All lines from the opening of the data to the line containing "Trace the roads" must be returned unchanged, and only those lines.

[Data entries]

____

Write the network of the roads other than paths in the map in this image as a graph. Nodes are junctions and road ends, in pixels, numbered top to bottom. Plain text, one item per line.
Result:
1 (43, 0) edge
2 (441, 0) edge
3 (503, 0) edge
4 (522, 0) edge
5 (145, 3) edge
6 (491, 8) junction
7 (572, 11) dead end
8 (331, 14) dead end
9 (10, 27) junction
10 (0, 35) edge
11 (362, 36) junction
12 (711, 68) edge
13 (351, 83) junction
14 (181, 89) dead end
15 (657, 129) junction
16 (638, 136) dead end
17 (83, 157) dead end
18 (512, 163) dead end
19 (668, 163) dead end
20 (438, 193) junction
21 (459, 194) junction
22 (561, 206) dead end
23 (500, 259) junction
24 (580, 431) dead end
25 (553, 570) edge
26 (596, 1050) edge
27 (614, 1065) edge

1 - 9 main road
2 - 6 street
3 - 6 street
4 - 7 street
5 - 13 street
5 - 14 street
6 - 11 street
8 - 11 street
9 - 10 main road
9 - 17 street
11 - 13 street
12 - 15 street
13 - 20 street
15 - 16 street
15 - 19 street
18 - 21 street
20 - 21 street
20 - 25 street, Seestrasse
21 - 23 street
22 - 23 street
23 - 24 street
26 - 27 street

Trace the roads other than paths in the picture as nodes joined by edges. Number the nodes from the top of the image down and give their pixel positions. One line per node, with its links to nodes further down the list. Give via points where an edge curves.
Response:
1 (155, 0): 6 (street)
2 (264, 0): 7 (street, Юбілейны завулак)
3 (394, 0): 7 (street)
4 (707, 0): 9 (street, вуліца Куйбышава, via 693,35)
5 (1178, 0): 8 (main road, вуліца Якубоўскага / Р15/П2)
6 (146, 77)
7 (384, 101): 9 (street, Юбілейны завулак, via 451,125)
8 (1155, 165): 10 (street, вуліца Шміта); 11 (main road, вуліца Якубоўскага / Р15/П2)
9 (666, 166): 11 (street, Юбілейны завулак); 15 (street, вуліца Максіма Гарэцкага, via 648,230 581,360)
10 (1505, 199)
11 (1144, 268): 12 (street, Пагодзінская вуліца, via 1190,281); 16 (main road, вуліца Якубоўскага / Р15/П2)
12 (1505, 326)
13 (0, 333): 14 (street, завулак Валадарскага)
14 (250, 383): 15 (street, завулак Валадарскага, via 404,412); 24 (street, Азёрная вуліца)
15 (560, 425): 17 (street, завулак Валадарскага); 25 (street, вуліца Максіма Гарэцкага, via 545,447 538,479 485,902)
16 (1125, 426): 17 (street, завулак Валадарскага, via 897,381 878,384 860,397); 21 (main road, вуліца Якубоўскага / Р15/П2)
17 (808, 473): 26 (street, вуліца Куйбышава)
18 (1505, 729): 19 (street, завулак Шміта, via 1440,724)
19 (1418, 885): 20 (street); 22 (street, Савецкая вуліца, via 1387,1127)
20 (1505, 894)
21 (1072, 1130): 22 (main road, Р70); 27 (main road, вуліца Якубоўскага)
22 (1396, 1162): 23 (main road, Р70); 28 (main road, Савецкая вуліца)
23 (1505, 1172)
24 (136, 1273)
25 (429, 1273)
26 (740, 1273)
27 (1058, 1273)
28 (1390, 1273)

____

* _Response below_
Write the network of the roads other than paths in the map in this image as a graph. Nodes are junctions and road ends, in pixels, numbered top to bottom. Plain text, one item per line.
Result:
1 (43, 0) edge
2 (441, 0) edge
3 (503, 0) edge
4 (522, 0) edge
5 (145, 3) edge
6 (491, 8) junction
7 (572, 11) dead end
8 (331, 14) dead end
9 (10, 27) junction
10 (0, 35) edge
11 (362, 36) junction
12 (711, 68) edge
13 (351, 83) junction
14 (181, 89) dead end
15 (657, 129) junction
16 (638, 136) dead end
17 (83, 157) dead end
18 (512, 163) dead end
19 (668, 163) dead end
20 (438, 193) junction
21 (459, 194) junction
22 (561, 206) dead end
23 (500, 259) junction
24 (580, 431) dead end
25 (553, 570) edge
26 (596, 1050) edge
27 (614, 1065) edge

1 - 9 main road
2 - 6 street
3 - 6 street
4 - 7 street
5 - 13 street
5 - 14 street
6 - 11 street
8 - 11 street
9 - 10 main road
9 - 17 street
11 - 13 street
12 - 15 street
13 - 20 street
15 - 16 street
15 - 19 street
18 - 21 street
20 - 21 street
20 - 25 street, Seestrasse
21 - 23 street
22 - 23 street
23 - 24 street
26 - 27 street

Trace the roads other than paths in the picture as nodes joined by edges. Number the nodes from the top of the image down and give their pixel positions. One line per node, with its links to nodes further down the list. Give via points where an edge curves.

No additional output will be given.